Much of his travel was revisiting towns and villages where he had already preached the gospel. A pattern emerged: Wesley would present the gospel, people would come to Christ and lives would be changed. Drunks would become sober, the indolent would apply themselves, husbands and wives would become faithful, chaotic lives would find a stable purpose. Changed morality led to changed lifestyles.

As their economic condition inevitably improved, people would move from the poorest areas and establish themselves in more secure environments. At a time of great social upheaval, their places would be taken by country people moving into the towns. Wesley rejoiced that converts’ lives were changed so dramatically, and proceeded with the task of taking the gospel to the new urban poor.

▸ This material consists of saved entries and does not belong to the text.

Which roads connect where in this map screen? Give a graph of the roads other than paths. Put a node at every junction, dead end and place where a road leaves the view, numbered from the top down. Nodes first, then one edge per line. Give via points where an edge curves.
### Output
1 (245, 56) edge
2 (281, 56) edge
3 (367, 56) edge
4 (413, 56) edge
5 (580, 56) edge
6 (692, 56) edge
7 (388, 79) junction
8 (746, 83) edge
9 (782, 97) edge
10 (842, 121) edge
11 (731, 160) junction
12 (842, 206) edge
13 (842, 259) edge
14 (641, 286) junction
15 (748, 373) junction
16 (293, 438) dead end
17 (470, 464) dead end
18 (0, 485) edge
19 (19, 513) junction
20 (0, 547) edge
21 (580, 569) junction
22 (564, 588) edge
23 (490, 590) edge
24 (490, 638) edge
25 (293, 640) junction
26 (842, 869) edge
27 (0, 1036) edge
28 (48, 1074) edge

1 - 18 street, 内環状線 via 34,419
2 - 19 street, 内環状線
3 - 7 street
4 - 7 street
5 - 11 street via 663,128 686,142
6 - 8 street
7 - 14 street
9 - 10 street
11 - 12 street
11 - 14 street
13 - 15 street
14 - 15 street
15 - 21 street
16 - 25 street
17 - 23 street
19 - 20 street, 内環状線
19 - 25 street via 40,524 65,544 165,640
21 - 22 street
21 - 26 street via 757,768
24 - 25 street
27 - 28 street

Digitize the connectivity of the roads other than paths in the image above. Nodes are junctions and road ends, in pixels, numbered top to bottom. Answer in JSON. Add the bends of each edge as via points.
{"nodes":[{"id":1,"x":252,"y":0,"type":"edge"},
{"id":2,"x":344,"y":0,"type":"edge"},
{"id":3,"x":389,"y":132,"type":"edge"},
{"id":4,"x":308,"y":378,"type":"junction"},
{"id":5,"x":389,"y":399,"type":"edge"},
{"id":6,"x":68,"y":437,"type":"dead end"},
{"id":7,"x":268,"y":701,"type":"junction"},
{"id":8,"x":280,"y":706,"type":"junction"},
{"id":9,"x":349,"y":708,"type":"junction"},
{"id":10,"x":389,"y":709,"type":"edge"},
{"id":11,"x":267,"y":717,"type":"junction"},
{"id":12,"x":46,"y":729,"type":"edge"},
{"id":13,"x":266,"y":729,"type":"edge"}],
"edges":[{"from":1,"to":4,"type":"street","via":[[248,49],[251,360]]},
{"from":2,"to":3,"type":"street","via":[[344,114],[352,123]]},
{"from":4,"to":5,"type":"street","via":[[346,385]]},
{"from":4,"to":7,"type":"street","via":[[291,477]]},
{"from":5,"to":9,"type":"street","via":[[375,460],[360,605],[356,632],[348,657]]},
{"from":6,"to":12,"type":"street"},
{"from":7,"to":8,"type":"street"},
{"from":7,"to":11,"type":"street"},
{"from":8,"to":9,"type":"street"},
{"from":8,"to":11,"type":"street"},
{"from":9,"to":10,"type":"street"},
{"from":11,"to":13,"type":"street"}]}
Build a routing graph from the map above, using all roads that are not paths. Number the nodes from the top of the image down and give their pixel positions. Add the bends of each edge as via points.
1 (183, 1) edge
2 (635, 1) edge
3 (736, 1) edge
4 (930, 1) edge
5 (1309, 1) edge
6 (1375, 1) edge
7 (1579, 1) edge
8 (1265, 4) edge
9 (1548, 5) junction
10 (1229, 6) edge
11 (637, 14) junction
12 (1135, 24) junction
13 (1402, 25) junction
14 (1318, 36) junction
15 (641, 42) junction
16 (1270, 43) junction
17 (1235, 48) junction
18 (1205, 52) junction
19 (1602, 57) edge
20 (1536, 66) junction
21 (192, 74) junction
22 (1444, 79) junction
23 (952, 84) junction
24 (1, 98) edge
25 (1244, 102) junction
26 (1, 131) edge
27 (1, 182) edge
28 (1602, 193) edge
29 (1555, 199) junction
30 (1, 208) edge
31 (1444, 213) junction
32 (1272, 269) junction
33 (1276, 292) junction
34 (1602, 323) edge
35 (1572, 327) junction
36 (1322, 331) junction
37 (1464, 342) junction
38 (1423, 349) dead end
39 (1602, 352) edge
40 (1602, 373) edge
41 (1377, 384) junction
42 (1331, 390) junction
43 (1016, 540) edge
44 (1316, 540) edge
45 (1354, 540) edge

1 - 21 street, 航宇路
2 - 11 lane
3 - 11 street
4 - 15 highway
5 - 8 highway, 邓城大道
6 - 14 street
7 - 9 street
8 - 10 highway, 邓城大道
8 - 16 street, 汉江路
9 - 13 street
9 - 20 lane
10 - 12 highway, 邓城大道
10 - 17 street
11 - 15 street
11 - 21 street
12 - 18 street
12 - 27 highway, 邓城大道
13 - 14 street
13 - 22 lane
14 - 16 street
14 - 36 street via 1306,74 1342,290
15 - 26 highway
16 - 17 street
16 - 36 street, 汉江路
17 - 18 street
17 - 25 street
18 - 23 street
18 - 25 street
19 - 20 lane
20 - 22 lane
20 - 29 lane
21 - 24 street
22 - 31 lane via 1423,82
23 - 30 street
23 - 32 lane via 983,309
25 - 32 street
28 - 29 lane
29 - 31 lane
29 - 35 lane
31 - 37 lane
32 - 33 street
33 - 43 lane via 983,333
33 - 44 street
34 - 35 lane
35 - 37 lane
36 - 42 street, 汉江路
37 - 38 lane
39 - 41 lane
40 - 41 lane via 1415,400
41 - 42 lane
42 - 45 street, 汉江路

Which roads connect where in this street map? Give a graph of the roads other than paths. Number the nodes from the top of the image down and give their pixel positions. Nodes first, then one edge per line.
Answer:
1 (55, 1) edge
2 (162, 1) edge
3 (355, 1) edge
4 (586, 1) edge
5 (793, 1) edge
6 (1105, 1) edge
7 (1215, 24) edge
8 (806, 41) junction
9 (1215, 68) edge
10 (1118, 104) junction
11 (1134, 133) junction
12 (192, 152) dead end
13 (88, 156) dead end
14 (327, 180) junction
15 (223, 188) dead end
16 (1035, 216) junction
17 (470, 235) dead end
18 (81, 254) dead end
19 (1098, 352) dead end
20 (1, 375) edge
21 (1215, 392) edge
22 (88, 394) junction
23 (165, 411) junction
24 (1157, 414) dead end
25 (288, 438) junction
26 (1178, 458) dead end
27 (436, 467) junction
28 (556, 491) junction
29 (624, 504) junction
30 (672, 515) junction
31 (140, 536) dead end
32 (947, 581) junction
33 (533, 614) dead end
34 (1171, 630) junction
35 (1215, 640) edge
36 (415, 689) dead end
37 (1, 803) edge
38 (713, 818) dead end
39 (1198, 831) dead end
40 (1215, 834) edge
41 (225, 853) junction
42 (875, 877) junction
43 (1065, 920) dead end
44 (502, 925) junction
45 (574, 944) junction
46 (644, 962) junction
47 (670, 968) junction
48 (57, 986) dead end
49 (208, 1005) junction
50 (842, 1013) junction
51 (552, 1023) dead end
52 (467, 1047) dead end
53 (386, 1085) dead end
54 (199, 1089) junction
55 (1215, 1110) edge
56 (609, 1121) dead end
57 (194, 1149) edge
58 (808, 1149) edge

Today’s secular world has the opposite dynamic. It is to the express advantage of some individual advocacy organisations devoted to the rights of a particular victim group to inflate and perpetuate the victim status.

There are disturbing aspects to the commonplace culture of victimhood. Firstly, in the plethora of claims for special treatment for differing victim groups it is difficult to work out who tops the Victim League at any particular time.

There is much to be gained or lost socially, politically and economically depending on one’s position on the Victim League. As a victim caste, women have fallen behind Muslims, hence the silence concerning female genital mutilation which, until recently, has been quietly accepted by progressives.

There is nothing new under the sun. When the 14th Amendment to the US constitution was adopted in 1868, black men were given the vote when women of all races were disenfranchised. The former slave Frederick Douglass said at the time: ‘This is the Negro’s hour.’ He continued: ‘When women because they are women are dragged from their houses and hung upon lamp-posts . . . then they will have the urgency to obtain the ballot equal to our own.’

Women had been dragged out of their homes as booty of war, and within their homes subjected to domestic slavery simply because they were women for far longer than the brief few centuries of American slavery, horrific as that was. But Douglass was not concerned with either historical fact or equal rights, he was concerned with the rights of what he saw as his people. His real argument was ‘Our suffering beats your suffering, so our rights beat your rights’. As Orwell taught us, ‘All animals are equal. But some animals are more equal than others’.

Sectional interest always argues ‘I’m more unequal than you and have suffered more than you, therefore I have more rights than you’. Suffering, however, is relative and has a significant element of ego. We all feel our own pain and the pain of those close to us much more acutely than we feel the pain of others.

That sense of personal suffering is played upon by activists to increase their influence and gain higher positioning in the Victim League. To work out priorities or who ‘deserves’ favoured treatment we rely not on the substance of the suffering but on the vociferousness of the complainant. Outrage, real or manufactured, is the deciding factor. Anger triumphs over fact.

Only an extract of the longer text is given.